* [What is required] The entries below contain pictures. Write out only the lines from the line with "pinky pip: (155, 167)" up to and including the line with "thumb mcp: (380, 493)", exactly, without them.
━━ Working data
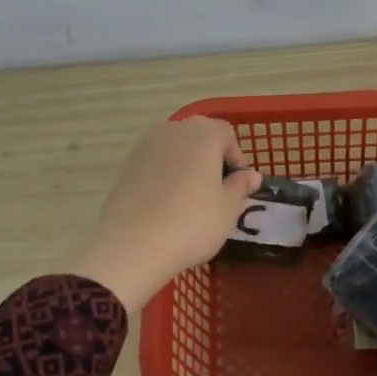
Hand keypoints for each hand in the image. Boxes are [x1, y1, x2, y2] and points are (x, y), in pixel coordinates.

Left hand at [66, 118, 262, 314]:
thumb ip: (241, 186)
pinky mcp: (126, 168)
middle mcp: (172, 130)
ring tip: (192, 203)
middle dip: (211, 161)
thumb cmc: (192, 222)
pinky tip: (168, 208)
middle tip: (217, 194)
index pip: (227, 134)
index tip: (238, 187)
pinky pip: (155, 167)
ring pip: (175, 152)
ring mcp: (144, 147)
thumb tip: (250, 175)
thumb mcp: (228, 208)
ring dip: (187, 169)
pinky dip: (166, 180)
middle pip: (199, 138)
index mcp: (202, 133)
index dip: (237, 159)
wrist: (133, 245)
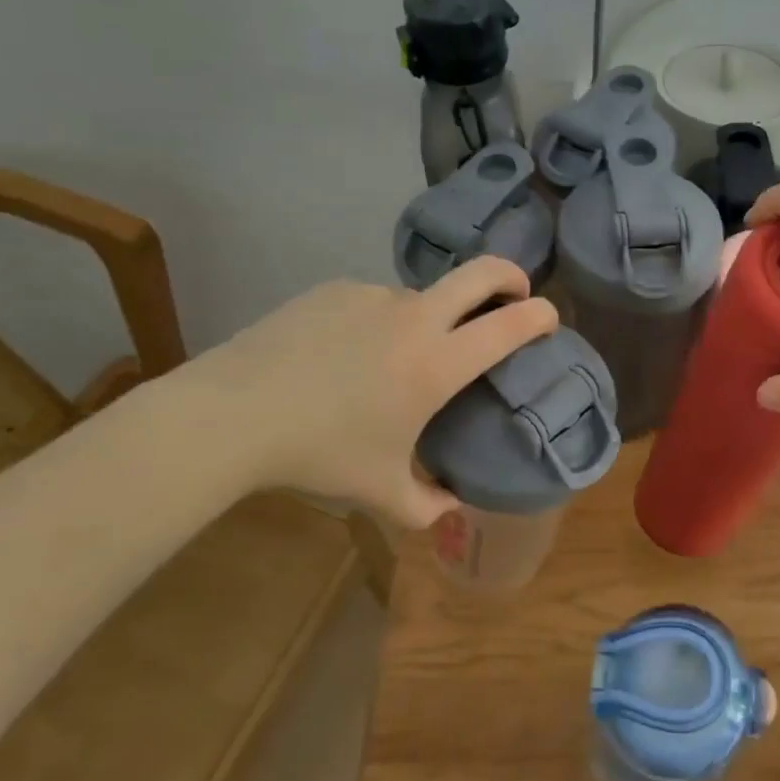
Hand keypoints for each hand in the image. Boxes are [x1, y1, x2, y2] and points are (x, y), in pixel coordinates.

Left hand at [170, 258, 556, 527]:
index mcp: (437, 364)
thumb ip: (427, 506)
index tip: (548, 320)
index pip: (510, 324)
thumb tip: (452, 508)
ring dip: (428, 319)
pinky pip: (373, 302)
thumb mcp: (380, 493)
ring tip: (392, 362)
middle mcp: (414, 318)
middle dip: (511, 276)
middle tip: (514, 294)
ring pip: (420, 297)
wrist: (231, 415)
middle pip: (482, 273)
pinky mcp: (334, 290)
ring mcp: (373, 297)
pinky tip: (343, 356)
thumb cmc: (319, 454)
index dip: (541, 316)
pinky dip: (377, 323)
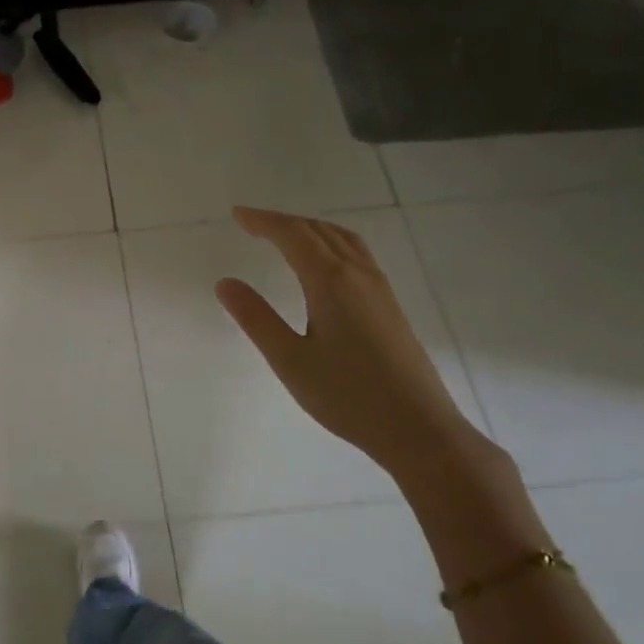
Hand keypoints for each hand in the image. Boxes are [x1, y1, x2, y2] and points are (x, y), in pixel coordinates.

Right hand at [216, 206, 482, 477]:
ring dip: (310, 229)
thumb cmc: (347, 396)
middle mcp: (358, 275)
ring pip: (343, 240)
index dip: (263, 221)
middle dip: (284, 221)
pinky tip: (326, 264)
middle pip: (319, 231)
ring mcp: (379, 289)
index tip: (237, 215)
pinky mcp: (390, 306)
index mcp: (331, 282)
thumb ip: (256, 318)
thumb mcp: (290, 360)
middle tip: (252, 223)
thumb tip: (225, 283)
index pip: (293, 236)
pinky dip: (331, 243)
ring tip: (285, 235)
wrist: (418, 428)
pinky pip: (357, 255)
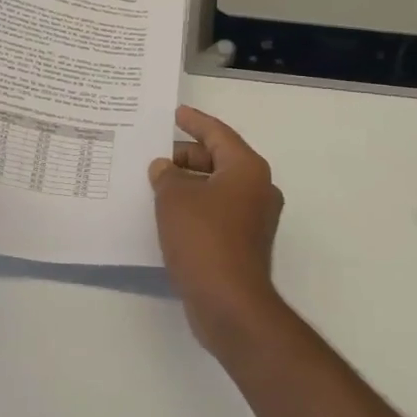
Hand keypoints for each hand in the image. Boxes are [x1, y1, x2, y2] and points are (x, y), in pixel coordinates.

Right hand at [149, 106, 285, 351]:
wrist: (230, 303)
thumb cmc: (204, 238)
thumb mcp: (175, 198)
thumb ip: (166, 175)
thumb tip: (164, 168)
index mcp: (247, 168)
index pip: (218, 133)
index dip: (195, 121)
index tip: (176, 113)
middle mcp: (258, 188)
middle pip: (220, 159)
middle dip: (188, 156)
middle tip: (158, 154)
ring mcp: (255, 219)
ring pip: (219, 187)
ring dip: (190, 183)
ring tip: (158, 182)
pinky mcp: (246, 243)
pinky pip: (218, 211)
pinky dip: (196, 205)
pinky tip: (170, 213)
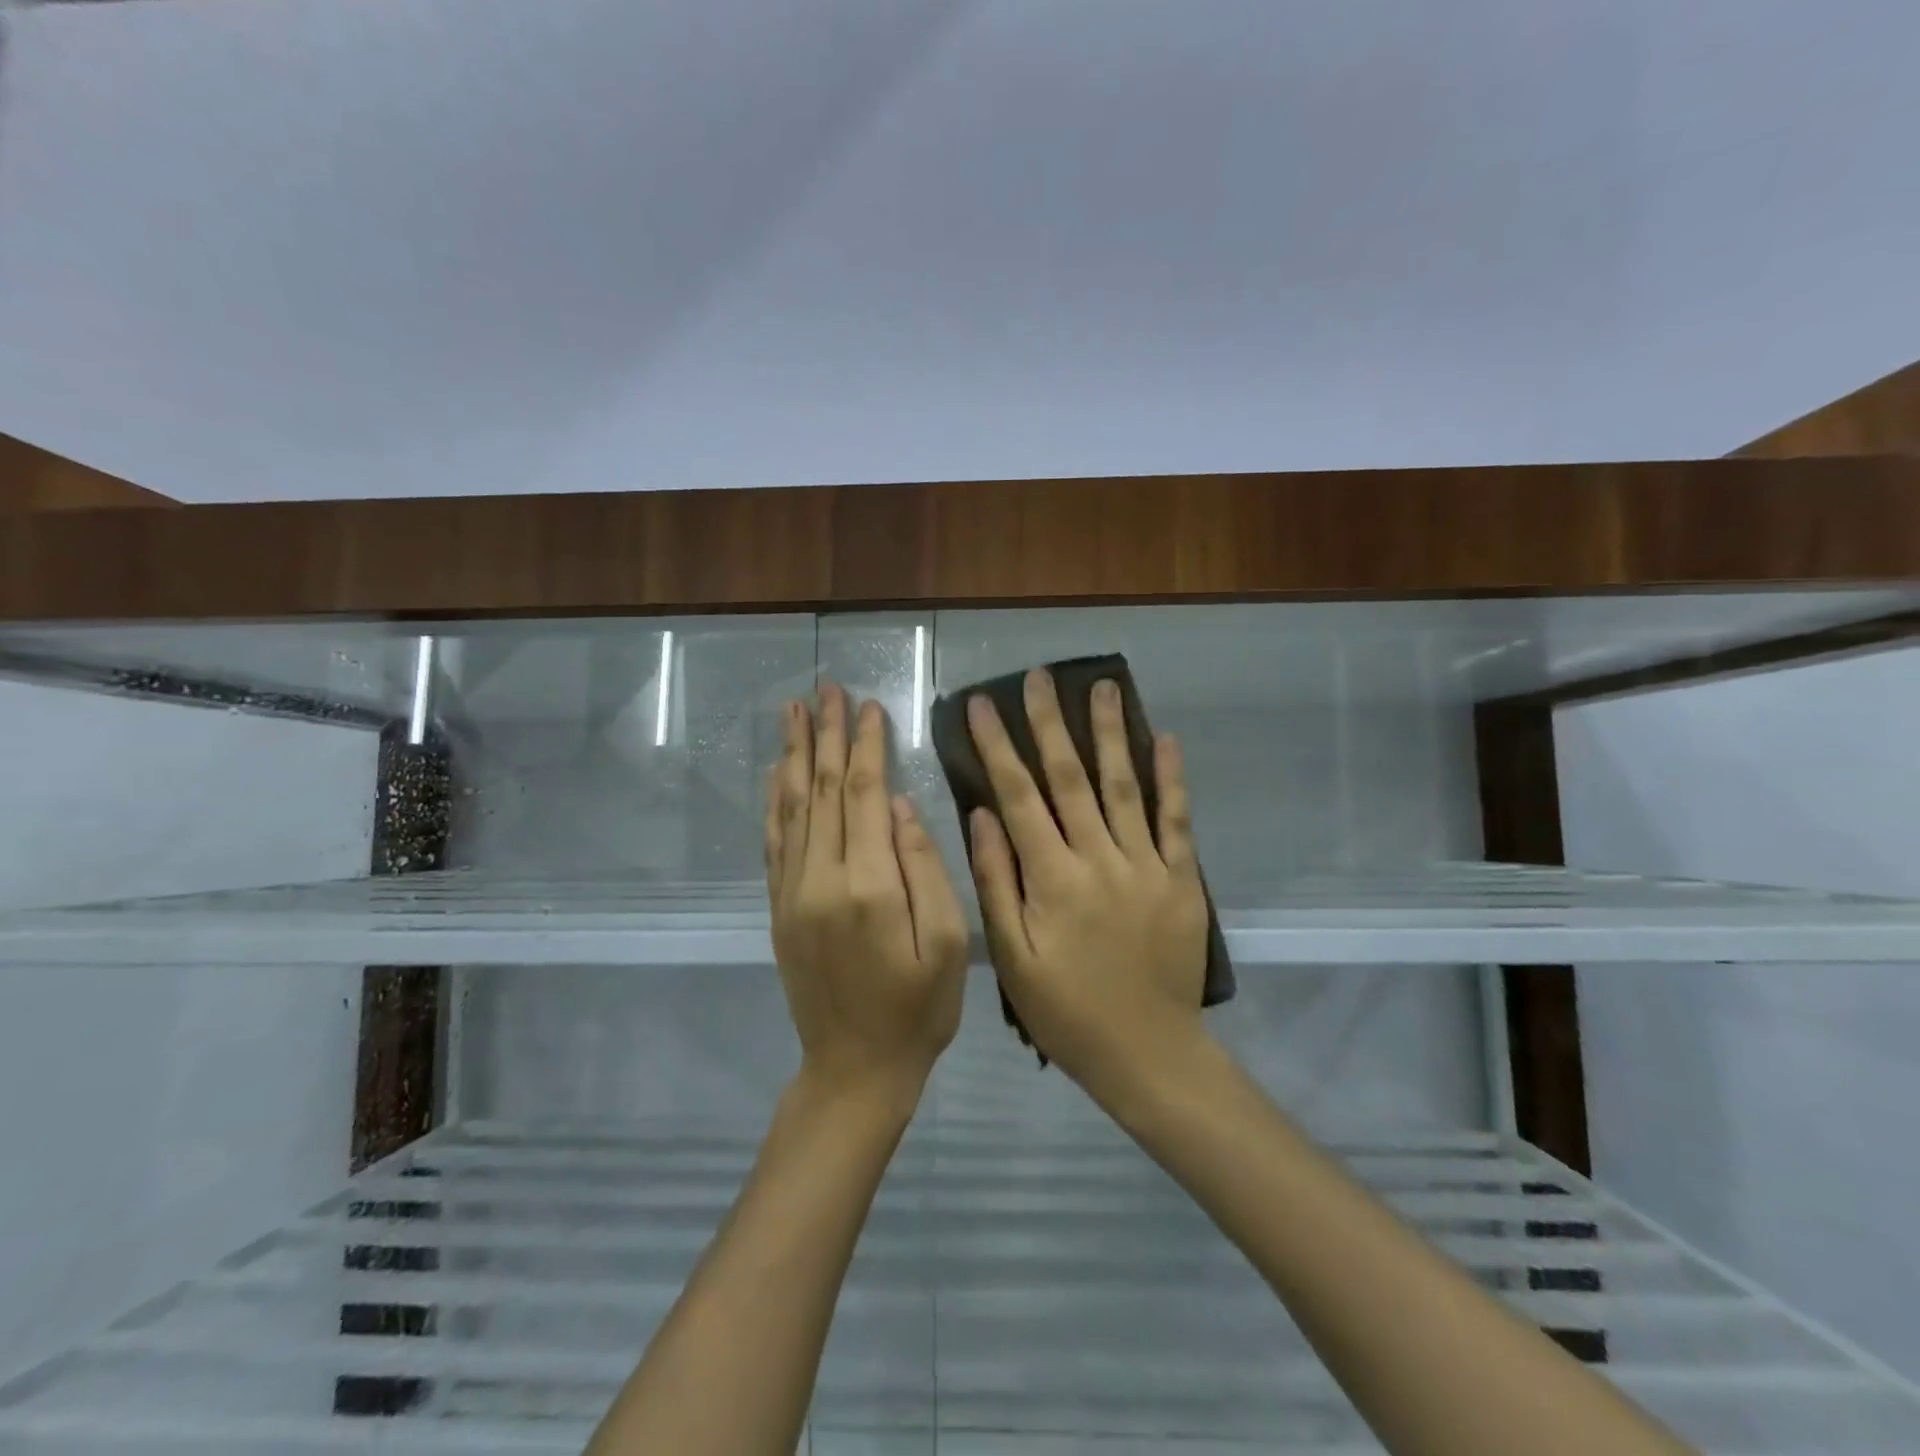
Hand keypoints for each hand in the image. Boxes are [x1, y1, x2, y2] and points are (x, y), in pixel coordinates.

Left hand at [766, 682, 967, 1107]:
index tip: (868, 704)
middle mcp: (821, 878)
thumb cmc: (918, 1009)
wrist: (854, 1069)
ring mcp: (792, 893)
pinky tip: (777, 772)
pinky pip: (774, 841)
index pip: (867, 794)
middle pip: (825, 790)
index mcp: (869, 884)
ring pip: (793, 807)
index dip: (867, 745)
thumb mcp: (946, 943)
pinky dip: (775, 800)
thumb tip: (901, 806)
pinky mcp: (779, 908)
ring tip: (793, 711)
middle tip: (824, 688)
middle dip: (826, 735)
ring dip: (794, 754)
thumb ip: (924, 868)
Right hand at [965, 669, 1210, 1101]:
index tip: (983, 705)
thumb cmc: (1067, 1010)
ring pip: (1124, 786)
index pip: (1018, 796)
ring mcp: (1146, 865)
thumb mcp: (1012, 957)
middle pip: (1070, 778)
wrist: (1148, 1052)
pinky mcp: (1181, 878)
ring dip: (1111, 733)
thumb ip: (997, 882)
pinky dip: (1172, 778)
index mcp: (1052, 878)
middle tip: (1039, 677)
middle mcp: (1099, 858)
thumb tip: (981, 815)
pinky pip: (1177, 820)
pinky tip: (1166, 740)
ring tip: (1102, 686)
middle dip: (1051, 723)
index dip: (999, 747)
━━━━
━━ Working data
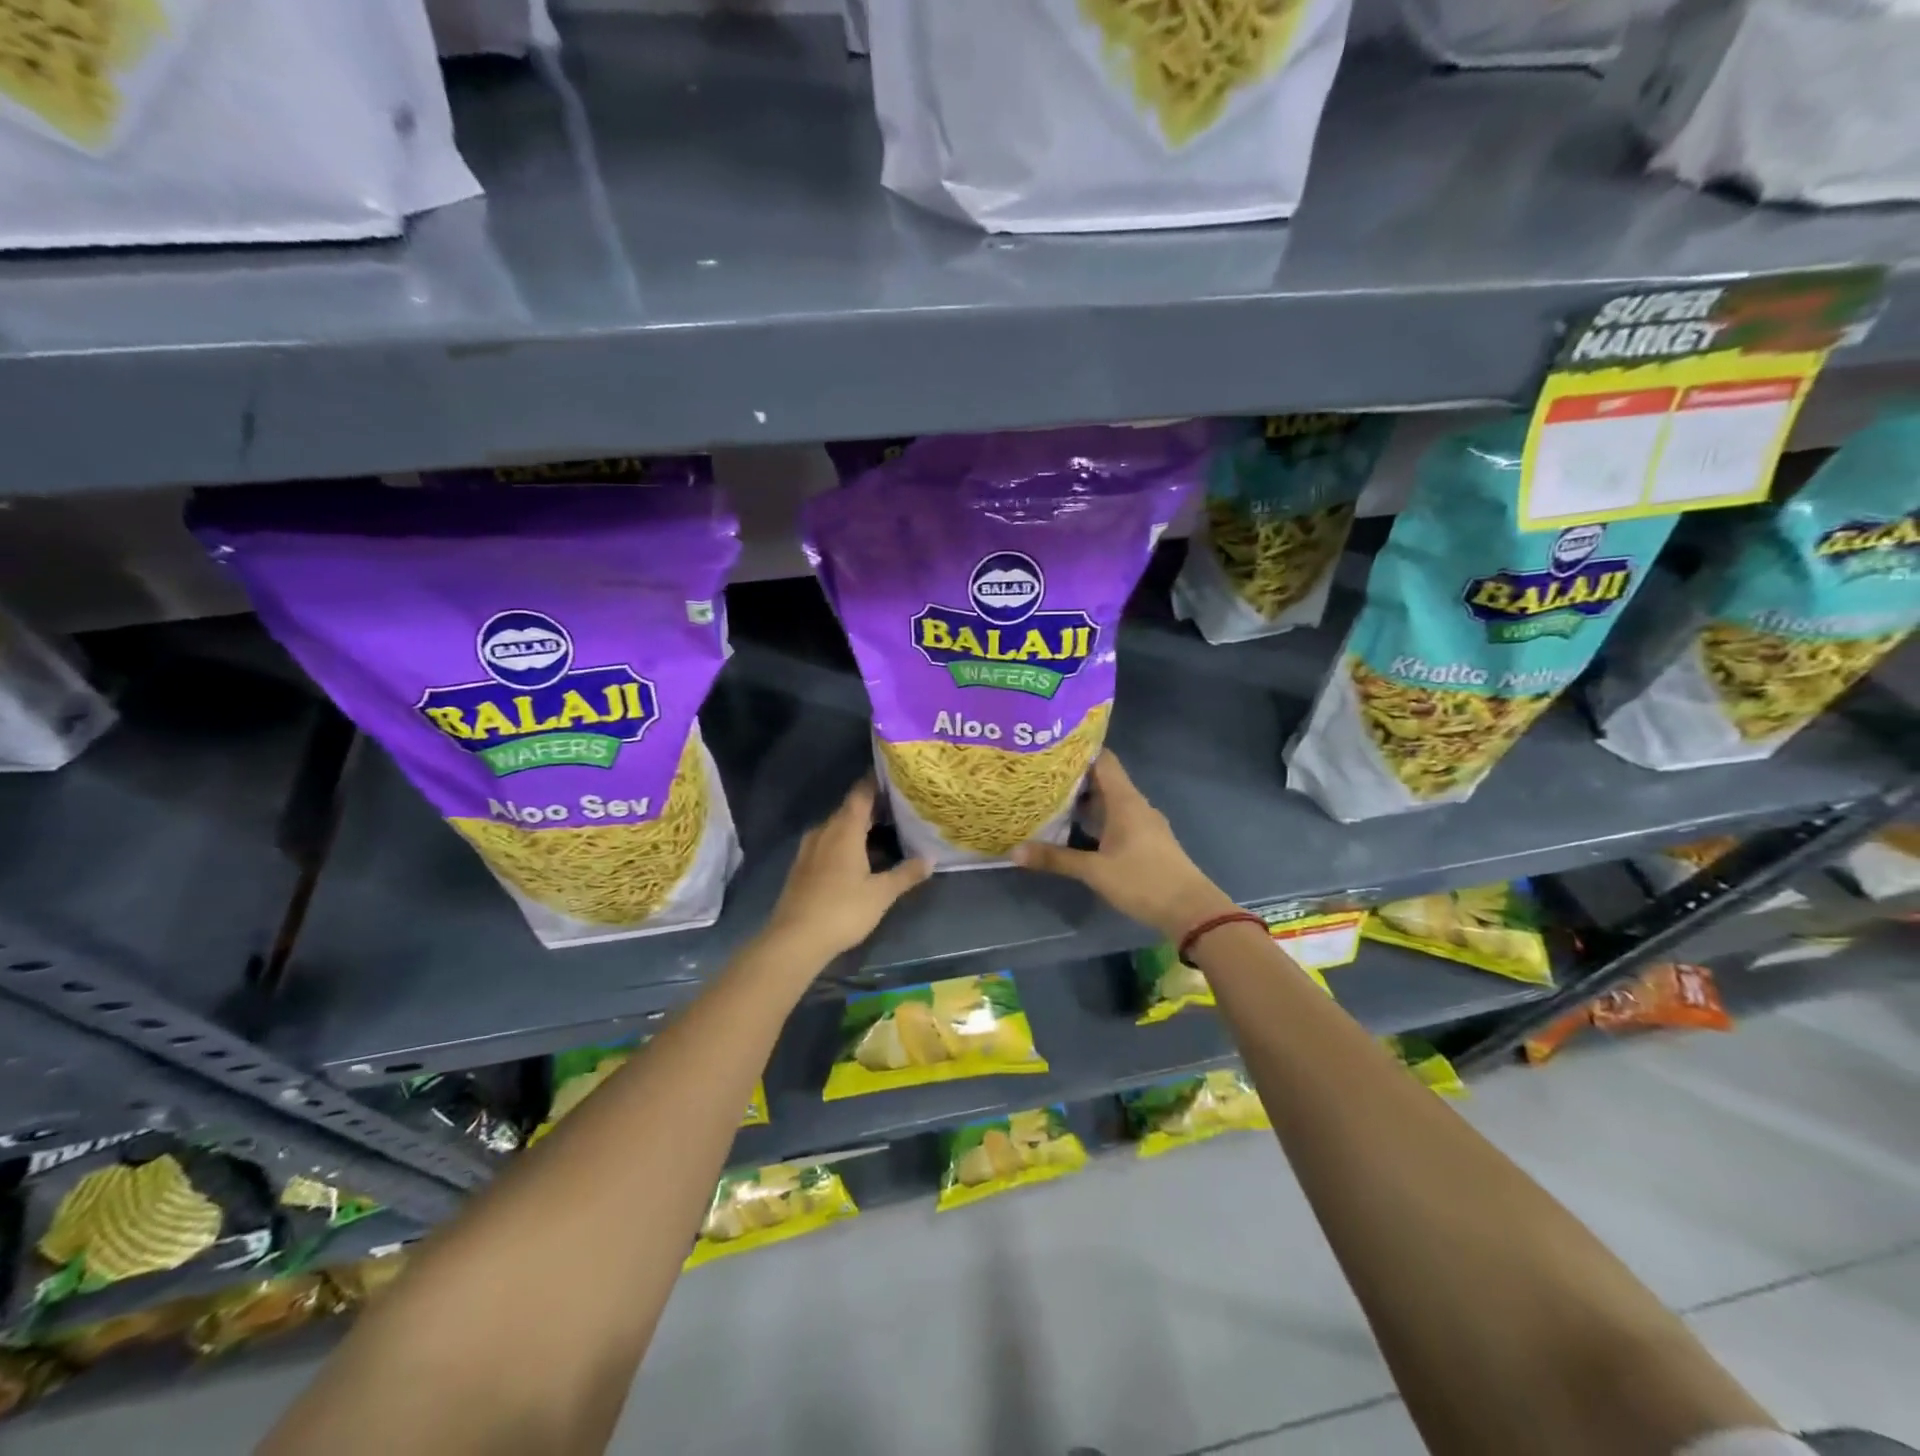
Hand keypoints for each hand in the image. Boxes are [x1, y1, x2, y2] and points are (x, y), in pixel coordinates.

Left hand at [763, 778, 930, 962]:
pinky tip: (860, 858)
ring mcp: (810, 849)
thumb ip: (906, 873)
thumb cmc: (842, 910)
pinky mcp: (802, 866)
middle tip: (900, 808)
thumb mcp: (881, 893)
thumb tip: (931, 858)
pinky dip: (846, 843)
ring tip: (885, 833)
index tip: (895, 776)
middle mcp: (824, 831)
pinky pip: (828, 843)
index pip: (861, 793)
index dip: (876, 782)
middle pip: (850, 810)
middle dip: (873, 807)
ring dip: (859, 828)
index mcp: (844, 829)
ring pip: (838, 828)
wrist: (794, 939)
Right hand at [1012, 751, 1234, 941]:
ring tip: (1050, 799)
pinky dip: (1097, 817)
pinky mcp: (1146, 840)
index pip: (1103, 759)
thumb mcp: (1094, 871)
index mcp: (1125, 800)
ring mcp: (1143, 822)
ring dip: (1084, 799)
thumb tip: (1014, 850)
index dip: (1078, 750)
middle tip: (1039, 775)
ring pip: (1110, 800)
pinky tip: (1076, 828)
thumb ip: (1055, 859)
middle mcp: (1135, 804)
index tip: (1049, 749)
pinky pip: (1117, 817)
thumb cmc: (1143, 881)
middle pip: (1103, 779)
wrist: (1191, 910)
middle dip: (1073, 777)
━━━━
━━ Working data
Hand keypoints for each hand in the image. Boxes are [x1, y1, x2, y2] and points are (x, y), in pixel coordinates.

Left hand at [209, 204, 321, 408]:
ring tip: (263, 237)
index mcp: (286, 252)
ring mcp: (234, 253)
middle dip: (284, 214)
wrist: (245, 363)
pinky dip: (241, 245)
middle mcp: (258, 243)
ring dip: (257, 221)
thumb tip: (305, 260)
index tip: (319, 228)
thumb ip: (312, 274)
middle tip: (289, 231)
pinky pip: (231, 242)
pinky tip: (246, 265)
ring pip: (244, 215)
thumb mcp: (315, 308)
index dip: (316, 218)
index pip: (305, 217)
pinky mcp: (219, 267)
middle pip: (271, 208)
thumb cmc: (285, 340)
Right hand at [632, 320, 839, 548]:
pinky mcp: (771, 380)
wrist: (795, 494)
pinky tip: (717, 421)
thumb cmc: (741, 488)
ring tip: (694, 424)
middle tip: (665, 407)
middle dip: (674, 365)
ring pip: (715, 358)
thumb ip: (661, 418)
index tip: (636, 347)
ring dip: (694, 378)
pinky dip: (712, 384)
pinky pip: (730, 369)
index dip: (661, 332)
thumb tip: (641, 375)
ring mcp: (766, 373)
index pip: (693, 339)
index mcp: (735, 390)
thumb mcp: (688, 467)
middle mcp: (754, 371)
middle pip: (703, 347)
━━━━
* [Result of the exercise]
pinky pip: (155, 167)
ring pip: (175, 152)
ring mcp: (144, 147)
thumb tip: (250, 175)
thumb mcp: (228, 208)
ring dip: (187, 169)
pinky dip: (166, 180)
middle pip: (199, 138)
index mcp: (202, 133)
index dip: (237, 159)
wrist: (133, 245)
Hand keypoints for each hand in the image. Boxes are [x1, y1, x2, y2] and points are (x, y), in pixel coordinates.

Left hand at [170, 258, 556, 527]:
index mcp: (437, 364)
thumb ip: (427, 506)
index tip: (548, 320)
index pip: (510, 324)
thumb tip: (452, 508)
ring dip: (428, 319)
pinky pip: (373, 302)
thumb mcp: (380, 493)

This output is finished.